Op vrijdag 1 augustus 2014, omstreeks/tussen 00.30 en 01.00 uur, kwam ik op mijn
kamer in het perceel [adres] te Kampen. Mijn kamer is gevestigd op
de tweede etage en wel aan de achterzijde van de woning. Ik heb zicht op de tuin.
Dit betreft een studentenhuis. Ik logeerde daar.
(…)
Toen ik thuis kwam ben ik meteen gaan slapen. Op een gegeven moment werd ik wakker
of was ik nog wakker van lawaai of gestommel.. Ik hoorde dat dit binnenshuis was. Ik
hoorde dat het gestommel van beneden kwam. Direct daarna hoorde ik het geluid van
brekend glas. Ik dacht dat er dronken mensen in of rond het huis liepen. Ik zette mijn bril op en ging door liet raam kijken en ik heb dan zicht op de tuin, een gedeelte van de straat [straat 2] en een gedeelte van de [straat 3] te Kampen.

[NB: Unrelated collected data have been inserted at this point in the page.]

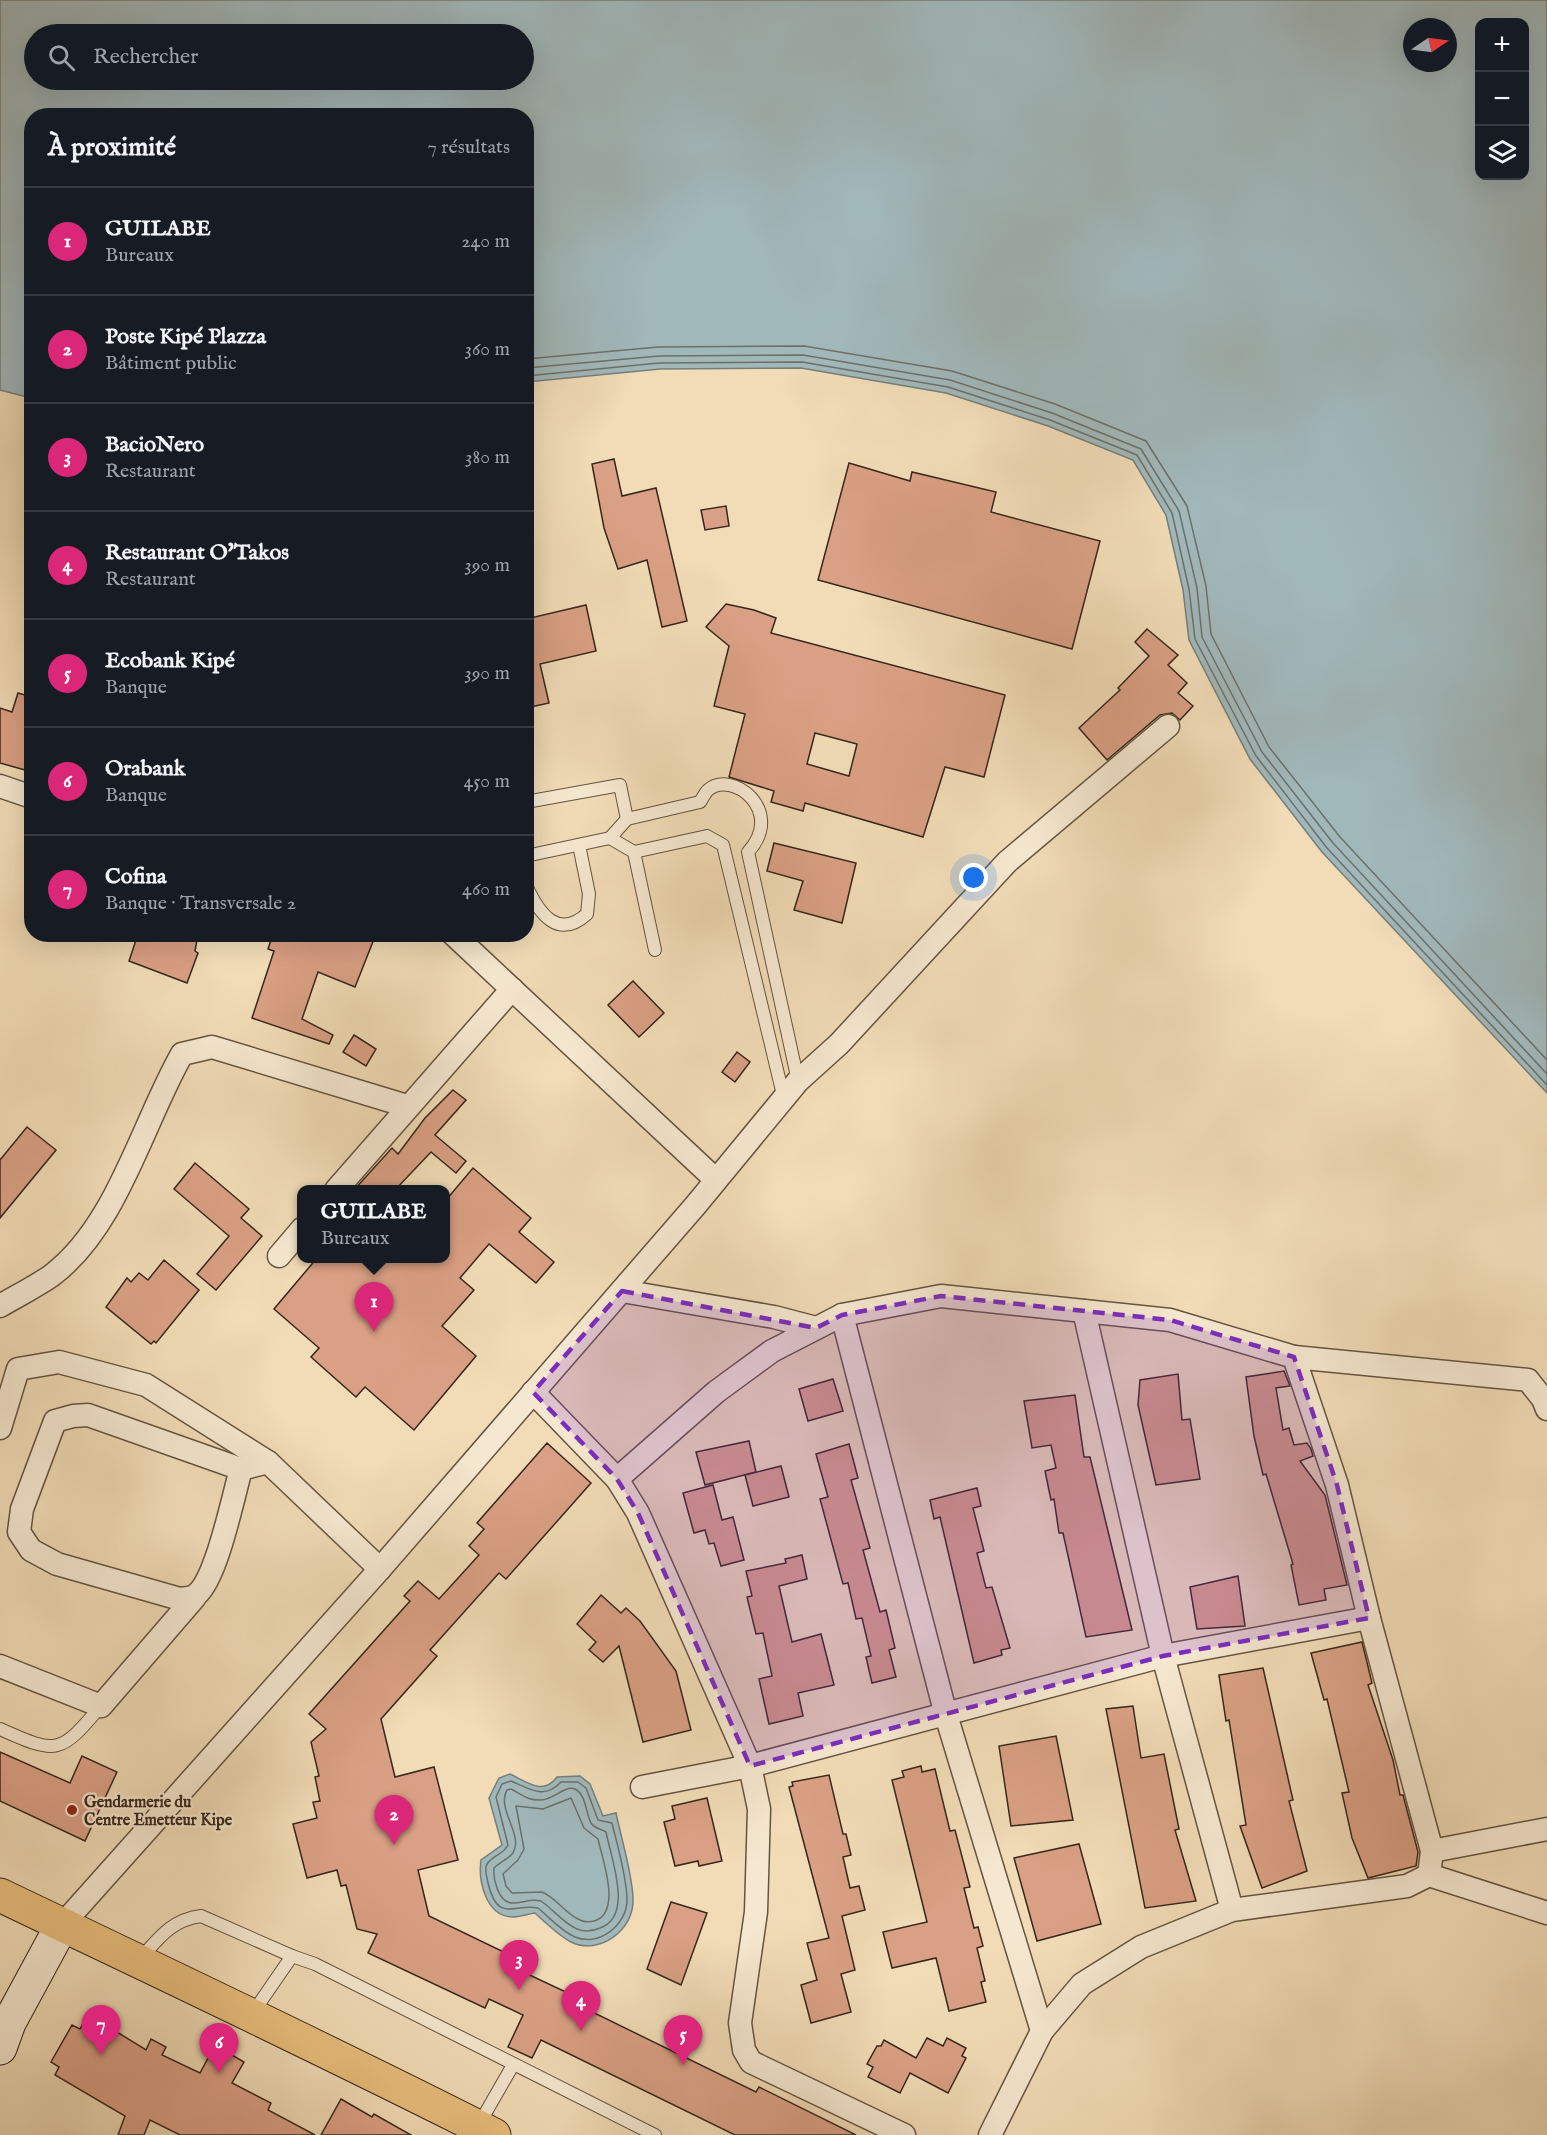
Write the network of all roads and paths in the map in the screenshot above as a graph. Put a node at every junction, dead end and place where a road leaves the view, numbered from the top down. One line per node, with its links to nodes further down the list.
1 (1168, 726): 14 (street)
2 (0, 786): 3 (street)
3 (24, 794)
4 (534, 801): 5 (lane)
5 (627, 819): 6 (lane); 14 (lane)
6 (610, 838): 7 (lane); 8 (lane)
7 (579, 845): 9 (lane); 10 (lane)
8 (634, 852): 12 (lane); 14 (lane)
9 (534, 854)
10 (534, 901)
11 (462, 942): 13 (street)
12 (655, 950)
13 (512, 989): 15 (street); 16 (street)
14 (791, 1090): 16 (street)
15 (407, 1106): 17 (street); 21 (street)
16 (716, 1180): 20 (street)
17 (340, 1185)
18 (297, 1235): 19 (street)
19 (279, 1256)
20 (622, 1291): 24 (street); 26 (street)
21 (0, 1306)
22 (1084, 1311): 23 (street); 25 (street); 36 (street)
23 (842, 1315): 24 (street); 39 (street)
24 (816, 1328): 31 (street)
25 (1294, 1357): 27 (street); 35 (street)
26 (534, 1392): 31 (street); 33 (street)
27 (1547, 1409)
28 (0, 1428): 29 (street)
29 (268, 1462): 30 (street); 33 (street)
30 (241, 1469): 32 (street); 34 (street)
31 (617, 1479): 41 (street)
32 (10, 1530): 34 (street)
33 (380, 1569): 49 (street)
34 (195, 1597): 38 (street)
35 (1369, 1618): 36 (street); 44 (street)
36 (1163, 1656): 39 (street); 47 (street)
37 (0, 1666): 38 (street)
38 (101, 1706): 40 (lane)
39 (945, 1715): 41 (street); 53 (street)
40 (0, 1729)
41 (750, 1766): 42 (street); 58 (street)
42 (642, 1787)
43 (1547, 1828): 44 (street)
44 (1432, 1851): 45 (street)
45 (1429, 1875): 47 (street); 48 (street)
46 (0, 1895): 49 (main road)
47 (1232, 1910): 53 (street)
48 (1547, 1913)
49 (62, 1925): 51 (main road); 54 (main road)
50 (292, 1956): 51 (lane); 52 (lane); 55 (lane)
51 (140, 1959): 52 (main road)
52 (250, 2017): 56 (main road)
53 (1042, 2031): 59 (street)
54 (0, 2048)
55 (513, 2065): 56 (lane); 57 (lane)
56 (486, 2131)
57 (655, 2135)
58 (904, 2135)
59 (990, 2135)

Ik zag twee dingen gelijk. Ik zag een fietser van mijn woning de [straat 2] op fietsen en ik zag iemand over de [straat 3] rennen die uit de richting van mijn woning kwam. Hij rende over de [straat 3] richting de Molen. Ik zag dat hij aan de rechterzijde van de [straat 3] liep en dat gezien vanaf mijn woning. Ik zag daarna dat de fietser weer terugkwam fietsen van de [straat 2]. De fietser reed achter de jongen aan die even daarvoor hard wegrende. Ik zag dat deze fietser voorover gebogen op de fiets zat en zag dat hij veel trapbewegingen maakte. Het leek net of hij de fiets op een te hoge versnelling had staan. De fietser verdween uit mijn zicht. Hij fietste ook richting de Molen. (…) Ze kwamen uit de richting van mijn woning. Het eerste wat ik daarna zag dat was [slachtoffer](…) Ik zag dat [slachtoffer] zich ergens tussen de tuinen [straat 2] bevond. Ik riep hem, volgens mij zei ik : ‘Hoi [slachtoffer]”. Ik denk dat hij iets over inbrekers zei. Toen ik naar beneden liep wist ik dat het over inbrekers ging dus dat moet hij hebben gezegd.

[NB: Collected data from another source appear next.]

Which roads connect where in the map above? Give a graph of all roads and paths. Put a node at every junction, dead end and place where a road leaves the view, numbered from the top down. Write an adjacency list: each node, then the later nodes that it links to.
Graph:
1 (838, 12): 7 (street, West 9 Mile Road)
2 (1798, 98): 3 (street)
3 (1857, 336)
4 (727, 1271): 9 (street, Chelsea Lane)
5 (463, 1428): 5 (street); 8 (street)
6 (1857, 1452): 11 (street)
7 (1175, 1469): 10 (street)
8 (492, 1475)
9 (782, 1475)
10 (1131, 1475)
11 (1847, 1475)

Toen ik naar beneden liep via de trap op blote voeten, zag ik dat op de begane grond in de gang en hal glas op de grond lag. Ik zag dat liet raam in de deur tussen de hal en gang stuk was. In de gang of buiten kwam ik [slachtoffer] tegen en daarna hebben we de politie gebeld. [slachtoffer] heeft dat gedaan. (…) Ik heb nog gekeken of [slachtoffer] gewond was geraakt. Het enige wat ik zag dat hij een klein wondje had aan de linkerpols. Het wondje bloedde een heel klein beetje.